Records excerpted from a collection

***

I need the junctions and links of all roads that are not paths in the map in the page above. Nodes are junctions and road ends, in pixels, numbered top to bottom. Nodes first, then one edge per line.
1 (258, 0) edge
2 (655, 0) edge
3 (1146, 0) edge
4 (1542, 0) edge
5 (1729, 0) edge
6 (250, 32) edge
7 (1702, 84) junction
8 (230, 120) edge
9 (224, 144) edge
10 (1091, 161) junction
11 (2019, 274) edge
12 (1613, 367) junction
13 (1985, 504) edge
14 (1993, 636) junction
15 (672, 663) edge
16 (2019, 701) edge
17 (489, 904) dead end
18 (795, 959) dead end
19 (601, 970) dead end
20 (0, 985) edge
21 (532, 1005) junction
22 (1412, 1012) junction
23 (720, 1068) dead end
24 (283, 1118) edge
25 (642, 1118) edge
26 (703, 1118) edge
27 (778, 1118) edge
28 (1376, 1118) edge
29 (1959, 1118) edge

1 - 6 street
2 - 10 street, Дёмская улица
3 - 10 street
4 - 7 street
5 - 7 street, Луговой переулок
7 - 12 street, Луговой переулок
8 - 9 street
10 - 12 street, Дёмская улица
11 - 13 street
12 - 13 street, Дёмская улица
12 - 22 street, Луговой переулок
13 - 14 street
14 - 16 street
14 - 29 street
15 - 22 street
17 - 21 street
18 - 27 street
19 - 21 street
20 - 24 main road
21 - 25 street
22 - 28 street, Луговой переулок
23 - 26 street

***

## WHAT TO PRODUCE
Restate the records above word for word, omitting nothing.

## RESULT FOR THIS EXERCISE
I need the junctions and links of all roads that are not paths in the map in the page above. Nodes are junctions and road ends, in pixels, numbered top to bottom. Nodes first, then one edge per line.
1 (258, 0) edge
2 (655, 0) edge
3 (1146, 0) edge
4 (1542, 0) edge
5 (1729, 0) edge
6 (250, 32) edge
7 (1702, 84) junction
8 (230, 120) edge
9 (224, 144) edge
10 (1091, 161) junction
11 (2019, 274) edge
12 (1613, 367) junction
13 (1985, 504) edge
14 (1993, 636) junction
15 (672, 663) edge
16 (2019, 701) edge
17 (489, 904) dead end
18 (795, 959) dead end
19 (601, 970) dead end
20 (0, 985) edge
21 (532, 1005) junction
22 (1412, 1012) junction
23 (720, 1068) dead end
24 (283, 1118) edge
25 (642, 1118) edge
26 (703, 1118) edge
27 (778, 1118) edge
28 (1376, 1118) edge
29 (1959, 1118) edge

1 - 6 street
2 - 10 street, Дёмская улица
3 - 10 street
4 - 7 street
5 - 7 street, Луговой переулок
7 - 12 street, Луговой переулок
8 - 9 street
10 - 12 street, Дёмская улица
11 - 13 street
12 - 13 street, Дёмская улица
12 - 22 street, Луговой переулок
13 - 14 street
14 - 16 street
14 - 29 street
15 - 22 street
17 - 21 street
18 - 27 street
19 - 21 street
20 - 24 main road
21 - 25 street
22 - 28 street, Луговой переулок
23 - 26 street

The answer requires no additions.